Suppose that you randomly draw one card from a standard deck of 52 cards. After writing down which card was drawn, you replace the card, and draw another card. You repeat this process until you have drawn 19 cards in all. What is the probability of drawing at least 7 clubs?
3 Answers
- Anonymous8 years agoFavorite Answer
P(at least 7 clubs)=P( 7 clubs from 19)+P(8 clubs from 19)+...+P(19 clubs from 19)
In a deck of cards, there are 13 clubs. therefore, P(club)=13/52=1/4 and
P(no club)=1-13/52=39/52=3/4
P(7 clubs)=P(7 clubs and (19-7=8) not clubs)=P(7 clubs)*P(12 not clubs)
=(13/52)^7 * (39/52)^12
but there are many ways to get 7 clubs from the 19 chosen, namely
19C7=19!/[7!*(19-7)!]=50388 ways
therefore, P(7 clubs)=(19C7) * (13/52)^7 * (39/52)^12 = 0.09742 (approx.)
note the general formula P(x clubs)=(19Cx) * (13/52)^x * (39/52)^(19-x)
do the same for x=8,9,...,19 and add the probabilities together to get the required probability.
an alternative way
P(X=>7) = 1-P(X<=6) by complementary probabilities
= 1-[P(X=0)+P(X=1)+...+P(X=6)]
P(at least 7 clubs)=1-P(less than and including 6 clubs)
the final answer should be 0.1749 (approx.)
ie. 17.49% chance to get 7 or more clubs if a card is chosen at random with replacement
note: [P(X=0)+P(X=1)+...+P(X=6)] + [P(X=7)+...+P(X=19)]=1
[P(X=7)+...+P(X=19)] = 1- [P(X=0)+P(X=1)+...+P(X=6)]
Source(s): Binomial Probability Theory and the law of total probability - 8 years ago
Chance of getting one club per draw = 13 / 52 = 1 / 4
Chance of getting no club = 1 - 1 / 4 = 3 / 4
So chance of getting at least one club in 19 draws with
replacement = 1 - (3 / 4)^19
So chance of getting at least 7 clubs = (1 - (3 / 4)^19)^7 = 0.971
Source(s): Wikipedia - 5 years ago
For the reason that without alternative now we have for a) there are 13 clubs in a deck of playing cards so, hazard is 13 clubs/52 cards x 12 golf equipment/fifty one cards consequently, 13/52 x 12/51=1/4 x four/17=four/68 keep in mind thirteen golf equipment then 12 clubs b/c possibility of drawing one membership for denominator, start with fifty two cards then one drawn, so, 51 playing cards next b) each red.

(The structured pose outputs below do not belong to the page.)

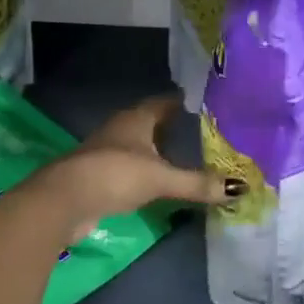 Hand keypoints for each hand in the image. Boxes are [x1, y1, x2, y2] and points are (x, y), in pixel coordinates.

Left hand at [33, 96, 222, 243]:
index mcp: (136, 118)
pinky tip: (155, 181)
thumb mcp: (161, 178)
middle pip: (149, 122)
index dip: (179, 102)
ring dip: (154, 149)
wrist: (63, 201)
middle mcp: (120, 129)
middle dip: (169, 126)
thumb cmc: (115, 174)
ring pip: (136, 144)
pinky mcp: (97, 176)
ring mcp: (105, 152)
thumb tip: (240, 188)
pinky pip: (127, 166)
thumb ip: (197, 183)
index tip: (200, 104)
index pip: (163, 102)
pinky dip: (142, 170)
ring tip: (180, 156)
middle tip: (197, 131) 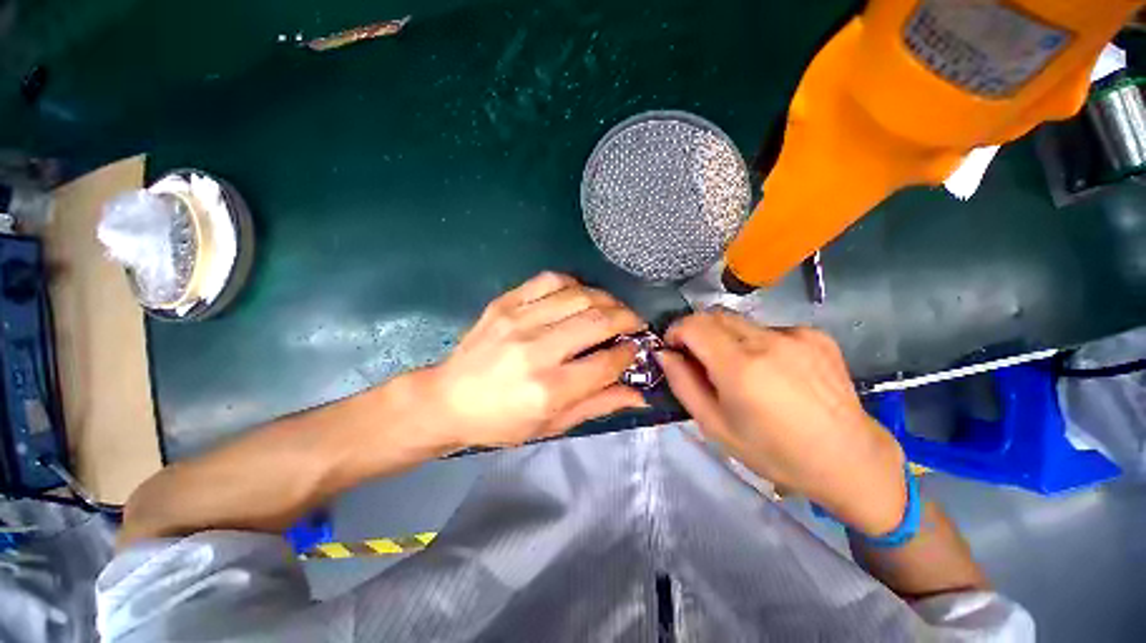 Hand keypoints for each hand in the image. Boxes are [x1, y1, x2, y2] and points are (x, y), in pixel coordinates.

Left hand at [419, 272, 646, 448]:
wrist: (447, 400)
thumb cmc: (501, 421)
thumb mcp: (553, 425)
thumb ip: (599, 405)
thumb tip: (641, 394)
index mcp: (549, 389)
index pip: (607, 362)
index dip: (630, 353)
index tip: (636, 349)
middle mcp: (536, 351)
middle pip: (598, 321)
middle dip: (627, 318)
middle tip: (634, 324)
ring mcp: (518, 321)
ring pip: (579, 295)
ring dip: (606, 299)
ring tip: (612, 308)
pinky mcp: (505, 303)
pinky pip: (550, 280)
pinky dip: (574, 284)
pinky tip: (580, 296)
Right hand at [658, 310, 906, 536]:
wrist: (849, 460)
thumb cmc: (774, 452)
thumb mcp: (715, 426)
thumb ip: (683, 384)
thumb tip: (664, 354)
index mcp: (741, 367)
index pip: (693, 324)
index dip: (676, 332)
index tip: (674, 349)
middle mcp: (768, 341)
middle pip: (714, 316)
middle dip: (697, 332)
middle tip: (700, 361)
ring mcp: (795, 334)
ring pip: (739, 322)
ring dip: (726, 338)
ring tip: (739, 370)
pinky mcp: (815, 334)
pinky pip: (767, 328)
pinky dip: (756, 342)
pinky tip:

Identical notion but 26 crimson playing cards in a deck. So 26/fifty two x 25/51=half x 25/fifty one=25/102 c) equal suit?? So, there are four suits all having 13 playing cards. As a consequence, 4 approaches of opting for a suit and 13C4 approaches of settling on four playing cards from a given suit. The 13C4 is from permutation, combinations, factorials. We receive the 13 from 13 playing cards of each go well with and the 4 from having 4 suits in a deck here is where i'm hoping that i dont lose you four x 13C4/52C4 the place n=thirteen r=four in n umerator the place n=fifty two r=4 in denominator utilizing n!/(n-r)!R! Thirteen!/(thirteen-4)!4!/fifty two!/(52-four)!Four!=572/54145 hope this helps!! If you would like more of a proof write to me here and i'll supply a more specific rationalization!!